Every morning while I was there, I would get up, and before breakfast, before asana, before I'd even brushed my teeth, I'd open the cottage door and walk down the path to the gate and just stare. The feeling was... really hard to articulate. It's like a kind of shrinking/flattening/squeezing feeling in your chest. The air feels so free and clean, but the gravity also feels so powerful. I would just stand there with my mouth hanging open and feel. There was seldom language in the feeling; all I know now was that I was contemplating flight and falling, air and earth, Vata and Kapha.
Here are some pictures, but they really don't do it justice. I don't know how to offer you the physical sensation in your body of wanting to fly, or to be absorbed into rock, or to hurl yourself over the edge of a cliff, just to notice how it will go.
Senses are powerful tools, and sensations are powerful experiences.

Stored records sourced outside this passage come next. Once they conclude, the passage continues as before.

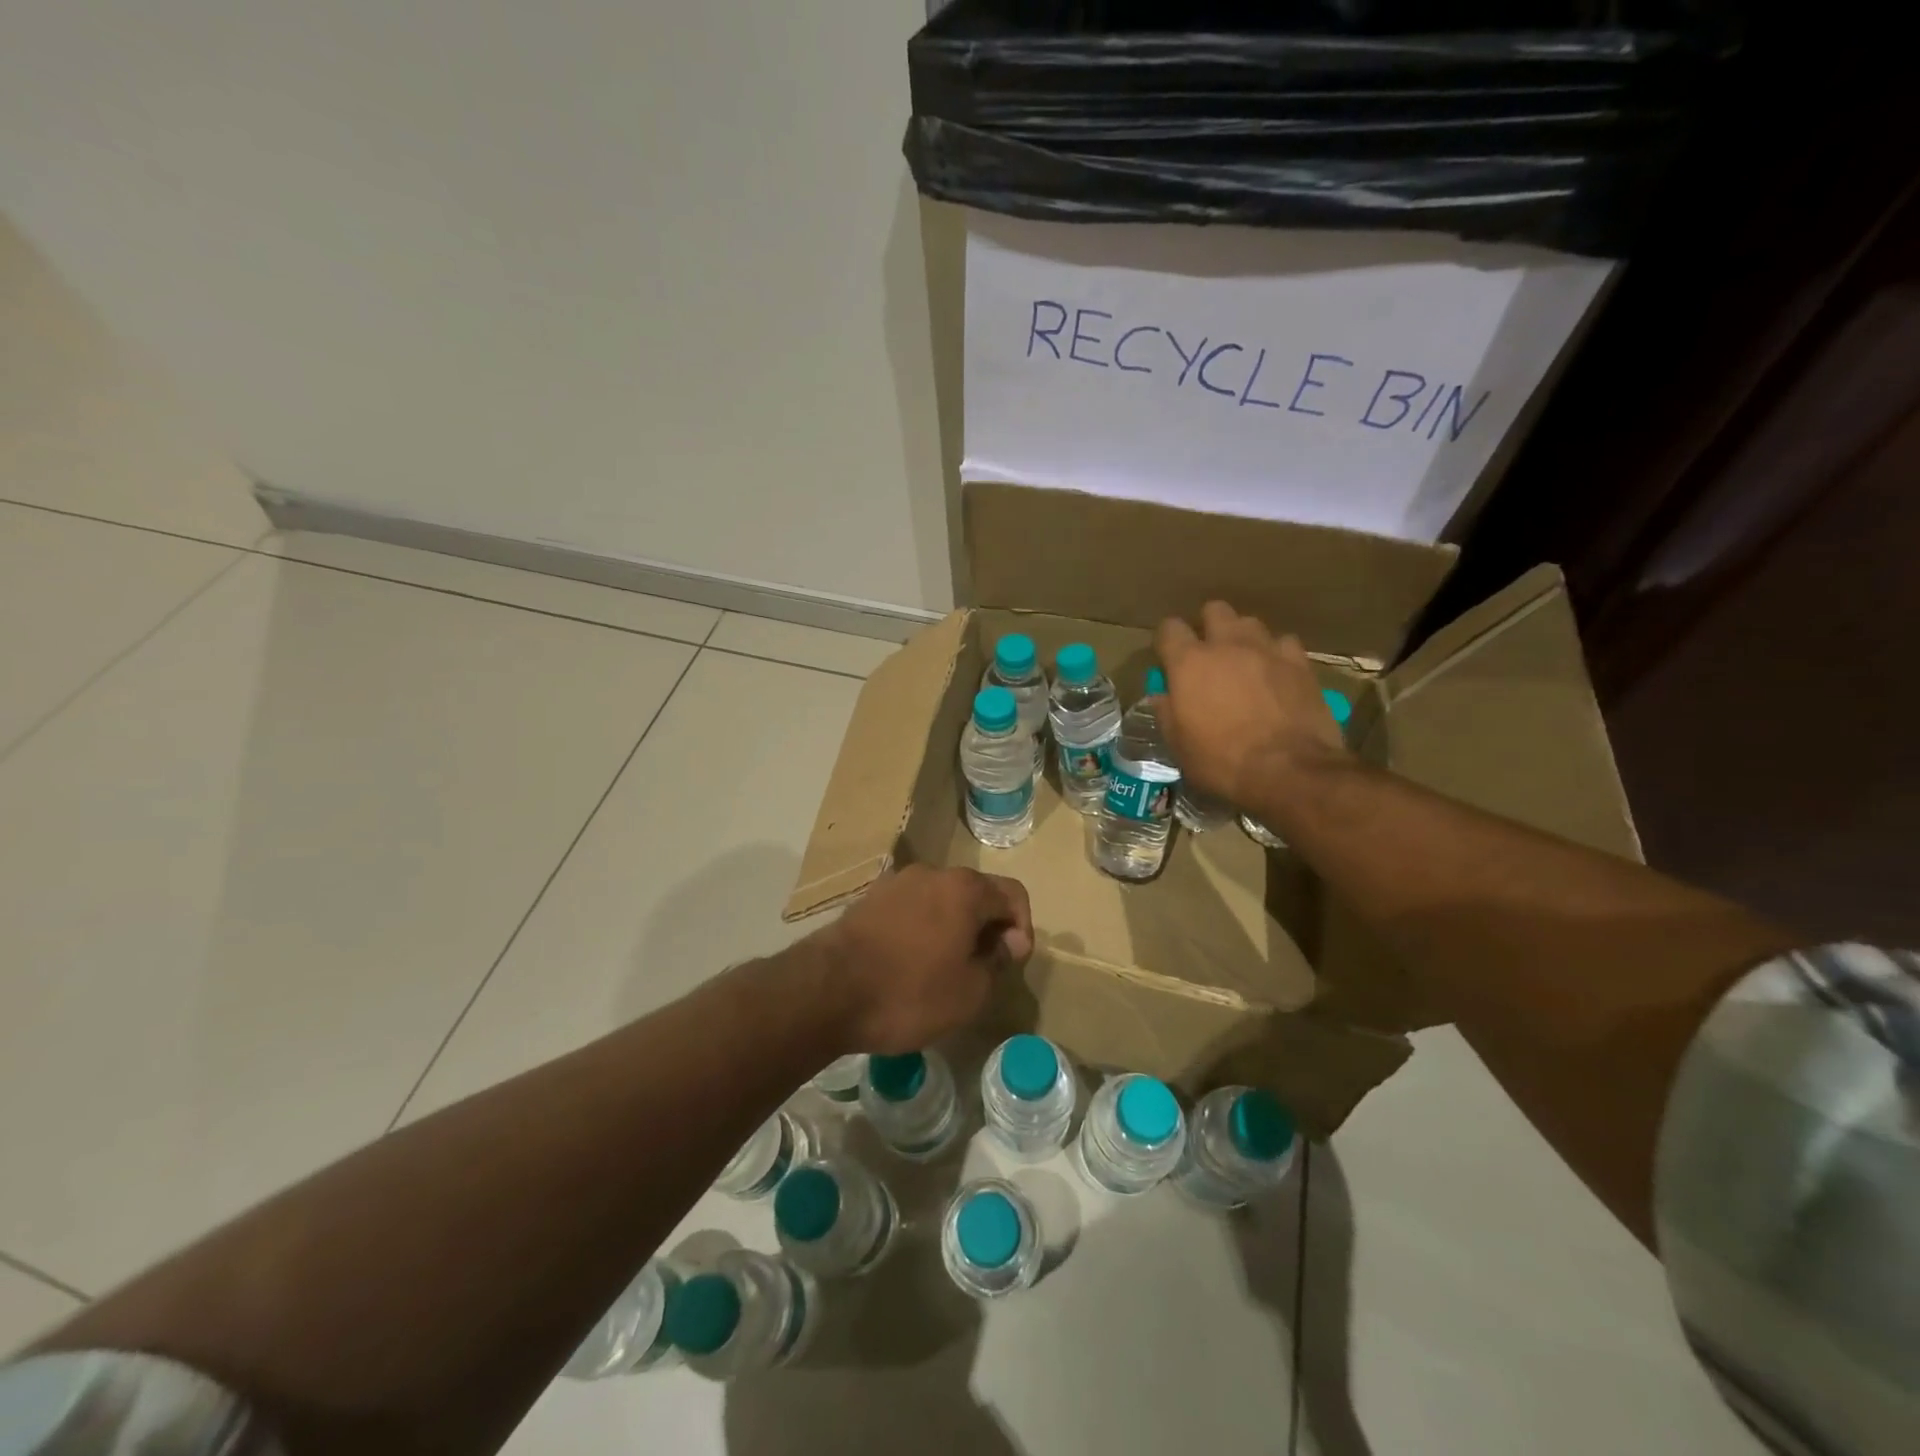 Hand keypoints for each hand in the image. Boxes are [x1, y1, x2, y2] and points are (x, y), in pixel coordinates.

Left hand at [814, 865, 1033, 1054]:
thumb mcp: (970, 992)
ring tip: (945, 969)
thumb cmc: (909, 993)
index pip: (1013, 895)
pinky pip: (912, 908)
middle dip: (987, 927)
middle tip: (982, 969)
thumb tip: (1007, 941)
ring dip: (954, 928)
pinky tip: (911, 963)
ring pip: (942, 900)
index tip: (1011, 962)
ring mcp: (896, 883)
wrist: (826, 991)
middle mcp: (932, 874)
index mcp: (964, 889)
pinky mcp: (869, 899)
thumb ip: (998, 961)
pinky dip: (923, 929)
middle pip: (976, 894)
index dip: (1022, 928)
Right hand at [1156, 601, 1349, 806]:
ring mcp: (1267, 650)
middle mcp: (1227, 645)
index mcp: (1189, 663)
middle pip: (1214, 610)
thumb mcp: (1179, 746)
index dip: (1166, 640)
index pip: (1169, 629)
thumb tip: (1163, 697)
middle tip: (1208, 653)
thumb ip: (1167, 713)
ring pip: (1250, 623)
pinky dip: (1277, 654)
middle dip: (1208, 626)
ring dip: (1243, 637)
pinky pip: (1284, 643)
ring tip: (1244, 661)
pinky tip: (1277, 673)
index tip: (1168, 658)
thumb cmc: (1221, 761)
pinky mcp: (1300, 663)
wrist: (1288, 770) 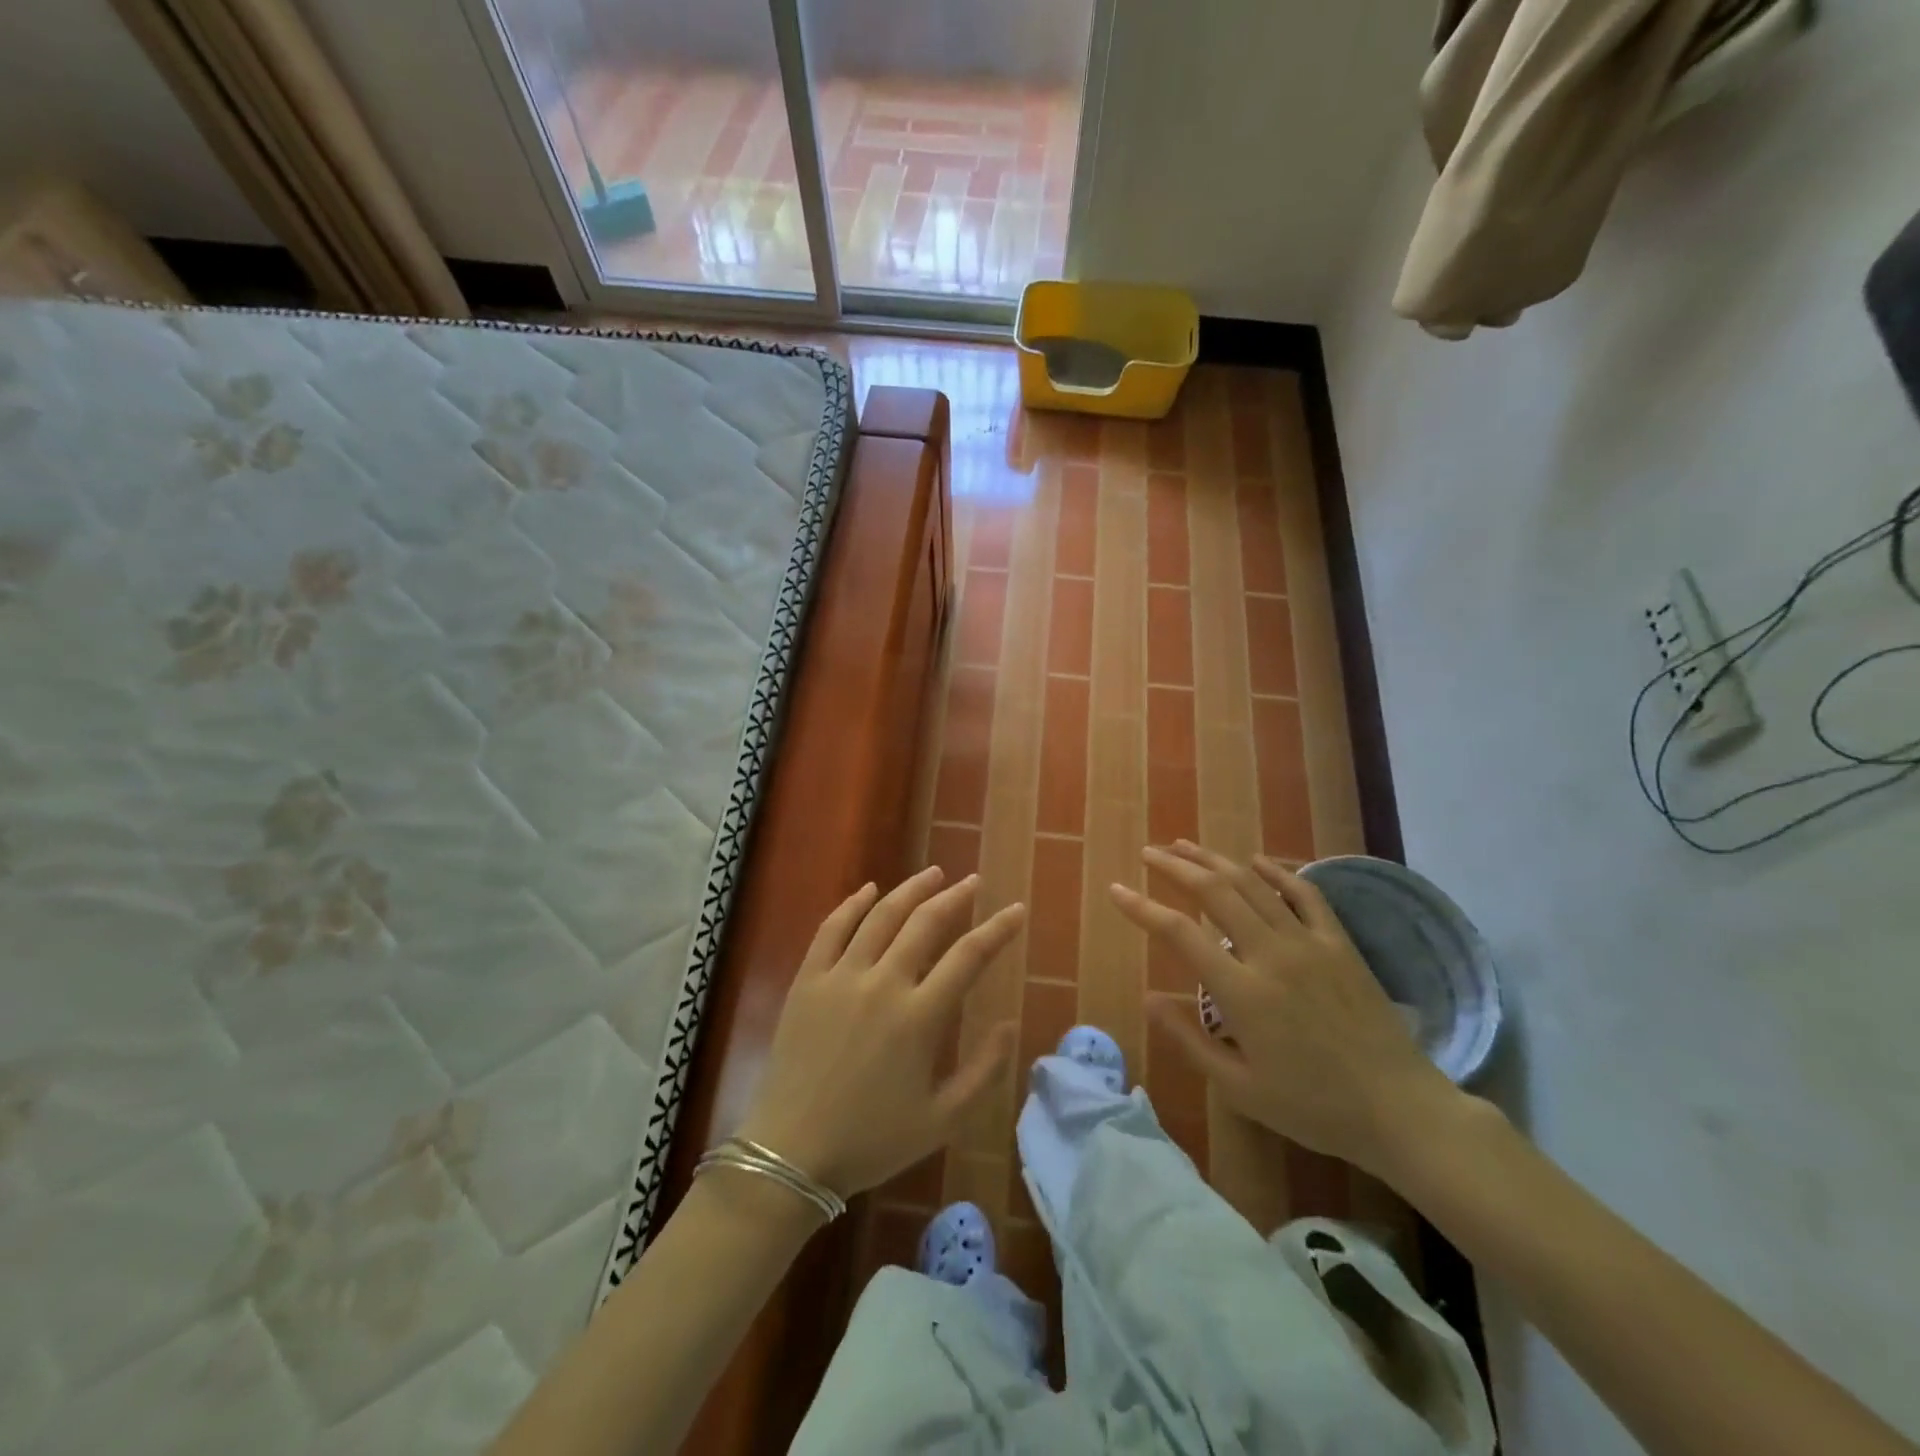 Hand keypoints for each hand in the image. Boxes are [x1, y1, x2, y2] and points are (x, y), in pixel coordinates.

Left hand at [735, 867, 1022, 1197]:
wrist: (791, 1153)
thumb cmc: (871, 1141)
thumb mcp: (942, 1120)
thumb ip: (983, 1071)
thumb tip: (1010, 1024)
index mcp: (920, 1017)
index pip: (969, 956)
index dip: (997, 930)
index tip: (1016, 910)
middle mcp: (883, 984)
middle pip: (926, 923)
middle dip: (955, 897)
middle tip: (973, 881)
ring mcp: (841, 977)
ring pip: (881, 916)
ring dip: (911, 890)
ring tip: (933, 874)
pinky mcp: (808, 980)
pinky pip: (832, 928)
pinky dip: (853, 904)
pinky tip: (869, 889)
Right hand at [1110, 843, 1459, 1178]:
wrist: (1399, 1109)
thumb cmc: (1313, 1106)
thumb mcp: (1240, 1088)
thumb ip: (1189, 1041)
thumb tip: (1148, 999)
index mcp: (1242, 992)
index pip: (1179, 933)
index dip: (1142, 908)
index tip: (1116, 891)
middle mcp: (1271, 954)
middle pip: (1214, 892)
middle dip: (1175, 867)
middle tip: (1148, 853)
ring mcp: (1309, 942)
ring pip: (1252, 884)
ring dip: (1214, 860)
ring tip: (1184, 845)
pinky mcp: (1339, 943)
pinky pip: (1305, 894)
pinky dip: (1276, 871)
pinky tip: (1255, 860) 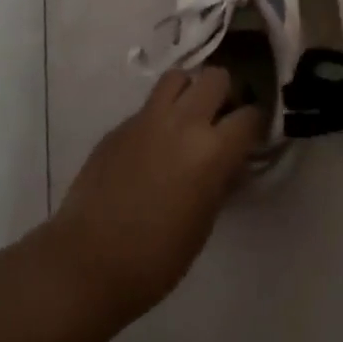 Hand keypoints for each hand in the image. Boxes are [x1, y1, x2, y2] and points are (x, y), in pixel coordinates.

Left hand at [48, 68, 260, 317]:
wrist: (86, 264)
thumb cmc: (155, 259)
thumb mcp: (203, 223)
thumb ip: (220, 180)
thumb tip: (230, 162)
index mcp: (212, 150)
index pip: (250, 115)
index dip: (256, 124)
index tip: (252, 136)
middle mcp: (183, 122)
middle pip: (216, 78)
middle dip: (225, 94)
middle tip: (221, 119)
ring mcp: (147, 118)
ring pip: (179, 77)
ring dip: (190, 91)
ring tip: (188, 118)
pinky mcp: (120, 125)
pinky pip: (148, 105)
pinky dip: (159, 115)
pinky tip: (152, 146) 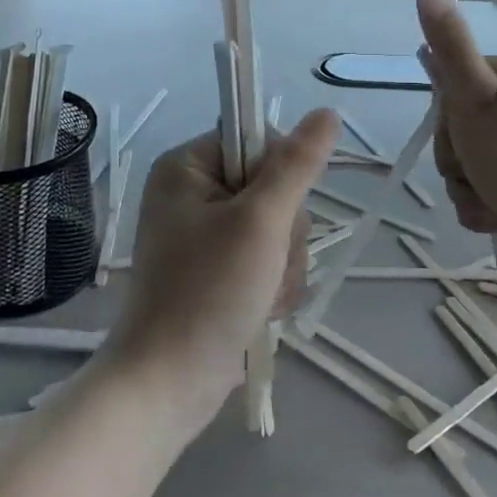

I am the person who gets tired and then irritated when I don't eat on time. I cannot abide the texture of water chestnuts in my mouth. Whenever I hear "Let's Hear It for the Boy", I stop what I'm doing and sing along every word. Carmen, by Georges Bizet gives me goosebumps.
Also, I can absolutely remember the tightness in my chest and behind my eyes when my parent would shout at me, and the icy fear that gripped my lungs when they closed the casket on my granddad and I wanted to shout that they should leave it open, otherwise he wouldn't be able to breathe in there.
Sensation is a big deal, and often it rules us: our hunger, our lust, our disgust or fear. It drives us to respond to stimuli that may or may not be truly present. How often are we, on a given day or week, flooded with a sensation and responding to a sensation that may not be real? How often do we snap at a colleague or family member, or at a perfect stranger, because they've jumped on our hair trigger? Or maybe we spend our lives in a perpetual state of avoidance, defensiveness, reactivity.
It happens to me more often than I'd like, probably more often than I know.
One thing that I practice doing on my mat is feeling. I put myself into an unusual, or very usual, shape, and I take note of what sensations lift up and announce themselves. I try to make this process as nonverbal as possible, to keep feeling out of the thinking space, but it often drifts there anyway. There's a lot that competes for my attention, and in the way of the meditation teacher, I coax my awareness back to present sensation like a puppy learning what it is to take a walk.
There was a lot of quiet in Thira (or "Fira", the real way of naming Santorini). There was little internet and even less phone convo, and all the space gave me the chance to tune into sensations. Not that the sensations were particularly subtle. I mean, look at that water, look at that hulking mass of volcanic rock. I spent almost a week on the inner rim of a blown-up dormant volcano. The earth, the water, the sky has a different kind of pull on you in a place like that. Just ask Hawai'i.
The tricky part in all that feeling is knowing what sensation is real, what is indicative of something you should do, and what is just a sensation masquerading as a catalyst. I don't know if waking and sleeping, walking and eating, loving and arguing, if doing life on a caldera, on the edge of a broken mountain, is actually different than doing it in a flat-plain metropolis, or if it just feels different. Vacation always feels otherworldly. And yet, our bodies are still made of the same fluid and sinew, water and air and space, and unless or until we start interplanetary vay-cay, we're still on the surface of a big, blue, (rapidly overheating) rock.
I know this feels a little wandery. Just a meditation on travel, and if you've read this far, I'm grateful. Travel is so formative for me that I'll probably be thinking and writing about it for a while. I'll try to keep it fresh.